Why I am #NotHillary and #NeverTrump and will not vote for either of the two main candidates for president this year.

I’ve had a few folks ask me what I have been thinking in this election year and so I thought I would sketch out my thoughts on the matter and especially on why I can’t in good conscience vote either for Hillary Clinton or Donald Trump. And trust me, it’s worth every penny you’ve paid for it.

With regard to Clinton, my reasoning is pretty straightforward. I’m not inclined toward many of her policy choices, but my sense is that she will be a fairly ordinary, and ordinarily bad, president after she is sworn in this coming January. (Yes, I think she will win, and win relatively easily). But I can’t vote for her because she is firmly, persistently, and even enthusiastically in favor of protecting and even expanding abortion rights in our country (and overseas). She cannot even manage her husband’s “safe, legal, and rare” mantra. My judgment is that abortion (save for life-saving efforts) is an intrinsic evil and that I cannot vote for someone who thinks as she does.

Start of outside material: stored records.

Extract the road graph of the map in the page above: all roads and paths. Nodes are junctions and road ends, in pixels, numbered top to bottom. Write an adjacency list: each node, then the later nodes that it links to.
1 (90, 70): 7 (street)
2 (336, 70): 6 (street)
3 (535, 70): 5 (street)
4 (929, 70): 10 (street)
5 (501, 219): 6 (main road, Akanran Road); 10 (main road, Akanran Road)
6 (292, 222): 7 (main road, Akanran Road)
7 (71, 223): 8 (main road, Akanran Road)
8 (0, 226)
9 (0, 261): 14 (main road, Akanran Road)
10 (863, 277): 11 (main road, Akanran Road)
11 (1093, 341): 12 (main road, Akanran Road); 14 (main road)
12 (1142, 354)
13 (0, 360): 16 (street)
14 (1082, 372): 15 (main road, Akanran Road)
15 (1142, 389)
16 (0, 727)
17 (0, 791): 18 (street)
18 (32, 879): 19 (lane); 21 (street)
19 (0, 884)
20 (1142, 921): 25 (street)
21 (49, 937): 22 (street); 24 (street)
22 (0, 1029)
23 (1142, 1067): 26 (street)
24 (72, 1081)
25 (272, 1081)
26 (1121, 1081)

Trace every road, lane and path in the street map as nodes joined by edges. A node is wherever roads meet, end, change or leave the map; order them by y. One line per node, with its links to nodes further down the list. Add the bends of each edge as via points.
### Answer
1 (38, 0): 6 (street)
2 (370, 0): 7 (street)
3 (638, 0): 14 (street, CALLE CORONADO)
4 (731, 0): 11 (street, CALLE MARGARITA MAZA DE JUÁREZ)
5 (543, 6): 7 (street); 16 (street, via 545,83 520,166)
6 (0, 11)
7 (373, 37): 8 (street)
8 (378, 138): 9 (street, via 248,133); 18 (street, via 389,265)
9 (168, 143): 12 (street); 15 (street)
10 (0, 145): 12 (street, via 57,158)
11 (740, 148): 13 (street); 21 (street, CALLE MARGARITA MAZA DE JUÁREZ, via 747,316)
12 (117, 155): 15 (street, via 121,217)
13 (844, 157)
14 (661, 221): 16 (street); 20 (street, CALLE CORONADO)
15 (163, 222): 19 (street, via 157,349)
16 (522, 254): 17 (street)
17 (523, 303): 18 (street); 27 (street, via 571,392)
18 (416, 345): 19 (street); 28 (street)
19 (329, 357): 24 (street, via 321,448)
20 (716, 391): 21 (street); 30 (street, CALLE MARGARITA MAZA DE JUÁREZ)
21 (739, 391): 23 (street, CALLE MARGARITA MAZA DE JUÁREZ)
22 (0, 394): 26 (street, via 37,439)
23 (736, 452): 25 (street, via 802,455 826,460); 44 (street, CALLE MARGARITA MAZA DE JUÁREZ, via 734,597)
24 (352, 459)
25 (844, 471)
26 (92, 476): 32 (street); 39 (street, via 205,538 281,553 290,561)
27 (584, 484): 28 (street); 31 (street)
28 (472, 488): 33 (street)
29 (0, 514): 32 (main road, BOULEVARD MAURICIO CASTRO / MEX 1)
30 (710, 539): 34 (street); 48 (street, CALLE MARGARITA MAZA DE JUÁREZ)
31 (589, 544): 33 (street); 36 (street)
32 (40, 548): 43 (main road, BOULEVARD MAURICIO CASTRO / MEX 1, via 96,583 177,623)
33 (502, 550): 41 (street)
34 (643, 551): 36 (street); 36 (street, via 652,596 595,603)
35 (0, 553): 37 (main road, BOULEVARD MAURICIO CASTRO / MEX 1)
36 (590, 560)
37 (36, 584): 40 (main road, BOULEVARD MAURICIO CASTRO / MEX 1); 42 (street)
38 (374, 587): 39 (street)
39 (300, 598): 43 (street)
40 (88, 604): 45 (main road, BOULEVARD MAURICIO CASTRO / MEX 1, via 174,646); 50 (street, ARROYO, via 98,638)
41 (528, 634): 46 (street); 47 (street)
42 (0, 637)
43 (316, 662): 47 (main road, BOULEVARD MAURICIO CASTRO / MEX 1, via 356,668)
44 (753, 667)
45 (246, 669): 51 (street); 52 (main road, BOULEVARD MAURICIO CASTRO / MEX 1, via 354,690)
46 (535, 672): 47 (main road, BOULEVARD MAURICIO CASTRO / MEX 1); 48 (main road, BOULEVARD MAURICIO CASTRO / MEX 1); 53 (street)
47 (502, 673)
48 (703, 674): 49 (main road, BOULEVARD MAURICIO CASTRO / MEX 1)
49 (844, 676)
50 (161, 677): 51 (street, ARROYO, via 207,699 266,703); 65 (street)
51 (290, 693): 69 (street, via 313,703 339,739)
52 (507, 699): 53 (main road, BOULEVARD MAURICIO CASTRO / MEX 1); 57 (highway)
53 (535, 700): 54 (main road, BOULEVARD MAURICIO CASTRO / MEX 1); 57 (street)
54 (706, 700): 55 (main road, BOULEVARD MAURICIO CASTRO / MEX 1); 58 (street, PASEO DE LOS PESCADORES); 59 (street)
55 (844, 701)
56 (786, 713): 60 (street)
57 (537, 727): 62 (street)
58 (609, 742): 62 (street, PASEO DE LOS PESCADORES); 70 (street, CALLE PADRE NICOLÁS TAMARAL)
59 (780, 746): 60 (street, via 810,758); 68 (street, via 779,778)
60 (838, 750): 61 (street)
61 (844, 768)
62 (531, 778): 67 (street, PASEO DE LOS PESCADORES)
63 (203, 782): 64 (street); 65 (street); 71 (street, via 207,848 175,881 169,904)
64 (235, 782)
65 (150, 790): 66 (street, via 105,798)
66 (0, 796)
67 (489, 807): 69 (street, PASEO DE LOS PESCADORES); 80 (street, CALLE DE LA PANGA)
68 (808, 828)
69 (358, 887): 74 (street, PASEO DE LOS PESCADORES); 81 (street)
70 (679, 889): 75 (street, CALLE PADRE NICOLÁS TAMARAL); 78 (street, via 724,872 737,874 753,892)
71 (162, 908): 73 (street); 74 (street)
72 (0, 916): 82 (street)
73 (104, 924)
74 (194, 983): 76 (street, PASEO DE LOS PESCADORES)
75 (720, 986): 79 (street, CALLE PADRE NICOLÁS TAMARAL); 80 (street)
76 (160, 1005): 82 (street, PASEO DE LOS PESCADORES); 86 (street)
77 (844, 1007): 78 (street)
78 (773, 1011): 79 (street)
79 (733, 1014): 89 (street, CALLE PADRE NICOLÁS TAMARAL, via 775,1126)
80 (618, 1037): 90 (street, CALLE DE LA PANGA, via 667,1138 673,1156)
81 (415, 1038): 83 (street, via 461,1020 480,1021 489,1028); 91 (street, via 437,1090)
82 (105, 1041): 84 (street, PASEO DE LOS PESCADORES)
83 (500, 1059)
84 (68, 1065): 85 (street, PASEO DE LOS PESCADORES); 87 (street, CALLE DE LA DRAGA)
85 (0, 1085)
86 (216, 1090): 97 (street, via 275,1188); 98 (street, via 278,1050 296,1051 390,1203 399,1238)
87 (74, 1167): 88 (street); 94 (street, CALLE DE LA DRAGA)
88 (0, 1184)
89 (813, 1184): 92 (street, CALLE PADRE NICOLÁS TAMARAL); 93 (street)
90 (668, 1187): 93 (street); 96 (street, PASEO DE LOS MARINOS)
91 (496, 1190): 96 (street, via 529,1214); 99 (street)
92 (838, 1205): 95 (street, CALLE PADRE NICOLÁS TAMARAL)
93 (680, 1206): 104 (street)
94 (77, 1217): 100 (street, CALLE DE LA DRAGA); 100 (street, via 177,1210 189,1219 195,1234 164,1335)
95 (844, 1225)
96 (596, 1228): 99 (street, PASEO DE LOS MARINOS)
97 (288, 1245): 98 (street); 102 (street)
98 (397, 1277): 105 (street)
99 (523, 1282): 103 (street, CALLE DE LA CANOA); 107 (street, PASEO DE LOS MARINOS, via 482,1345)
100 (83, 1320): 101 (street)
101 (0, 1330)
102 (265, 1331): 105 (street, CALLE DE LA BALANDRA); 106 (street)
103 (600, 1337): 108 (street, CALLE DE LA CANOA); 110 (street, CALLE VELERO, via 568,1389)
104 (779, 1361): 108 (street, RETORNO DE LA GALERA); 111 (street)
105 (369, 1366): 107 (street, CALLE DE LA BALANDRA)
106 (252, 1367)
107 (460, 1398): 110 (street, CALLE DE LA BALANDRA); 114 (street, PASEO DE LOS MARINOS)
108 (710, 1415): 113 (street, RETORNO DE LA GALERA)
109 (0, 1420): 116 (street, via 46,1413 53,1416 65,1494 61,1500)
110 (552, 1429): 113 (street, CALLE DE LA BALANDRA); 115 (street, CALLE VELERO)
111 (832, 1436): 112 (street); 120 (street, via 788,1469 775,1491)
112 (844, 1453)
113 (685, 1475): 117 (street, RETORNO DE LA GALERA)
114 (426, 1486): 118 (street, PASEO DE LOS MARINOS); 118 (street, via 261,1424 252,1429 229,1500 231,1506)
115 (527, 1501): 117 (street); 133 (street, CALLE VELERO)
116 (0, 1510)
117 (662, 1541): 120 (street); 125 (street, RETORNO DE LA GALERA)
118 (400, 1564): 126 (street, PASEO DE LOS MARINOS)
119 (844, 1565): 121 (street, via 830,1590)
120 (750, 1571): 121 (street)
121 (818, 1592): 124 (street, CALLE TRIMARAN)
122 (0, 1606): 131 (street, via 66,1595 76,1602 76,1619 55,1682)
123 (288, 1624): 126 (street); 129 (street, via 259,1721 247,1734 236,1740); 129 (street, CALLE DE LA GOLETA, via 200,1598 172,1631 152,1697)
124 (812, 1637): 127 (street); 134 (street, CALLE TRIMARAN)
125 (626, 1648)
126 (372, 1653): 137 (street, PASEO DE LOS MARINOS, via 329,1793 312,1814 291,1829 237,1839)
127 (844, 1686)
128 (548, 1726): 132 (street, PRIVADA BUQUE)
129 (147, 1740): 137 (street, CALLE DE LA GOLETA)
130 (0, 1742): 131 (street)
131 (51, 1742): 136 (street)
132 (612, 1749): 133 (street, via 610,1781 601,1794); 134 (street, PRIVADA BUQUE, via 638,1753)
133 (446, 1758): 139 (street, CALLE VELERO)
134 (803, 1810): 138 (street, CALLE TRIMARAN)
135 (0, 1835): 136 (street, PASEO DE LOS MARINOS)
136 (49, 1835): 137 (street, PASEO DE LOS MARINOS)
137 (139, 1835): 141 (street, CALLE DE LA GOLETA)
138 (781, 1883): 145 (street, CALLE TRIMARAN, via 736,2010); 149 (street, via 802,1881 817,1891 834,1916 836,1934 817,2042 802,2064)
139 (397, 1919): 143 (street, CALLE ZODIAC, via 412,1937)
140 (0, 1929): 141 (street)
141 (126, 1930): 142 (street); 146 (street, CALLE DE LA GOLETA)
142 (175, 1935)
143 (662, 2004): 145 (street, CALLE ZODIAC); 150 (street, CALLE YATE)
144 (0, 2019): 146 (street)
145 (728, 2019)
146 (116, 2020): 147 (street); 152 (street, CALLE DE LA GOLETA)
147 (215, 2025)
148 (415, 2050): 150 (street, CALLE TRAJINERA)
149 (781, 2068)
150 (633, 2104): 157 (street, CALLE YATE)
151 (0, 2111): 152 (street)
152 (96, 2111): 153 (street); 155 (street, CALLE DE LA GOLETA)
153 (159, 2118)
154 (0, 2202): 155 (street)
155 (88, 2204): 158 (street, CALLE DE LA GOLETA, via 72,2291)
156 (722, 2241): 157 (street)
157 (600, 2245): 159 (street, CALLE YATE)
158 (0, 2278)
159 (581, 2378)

Of course, lots of people describe themselves as pro-life but think that holding to my position is a mistake. They typically advance two different arguments. In the first, they suggest being this sort of “single-issue” voter goes too far, ignoring all the other reasons one might (or might not) vote for a particular candidate. In one sense, this is correct. If all you do is vote on the basis of a single issue, then, yes, it’s quite likely you’ll fall into moral and political error at some point. But everyone, I would submit, has a single issue, or even a cluster of issues, that serve as a kind of moral floor beneath which they will not go. Ask yourself: would you vote for a segregationist? No? Welcome to the ranks of the single-issue voter.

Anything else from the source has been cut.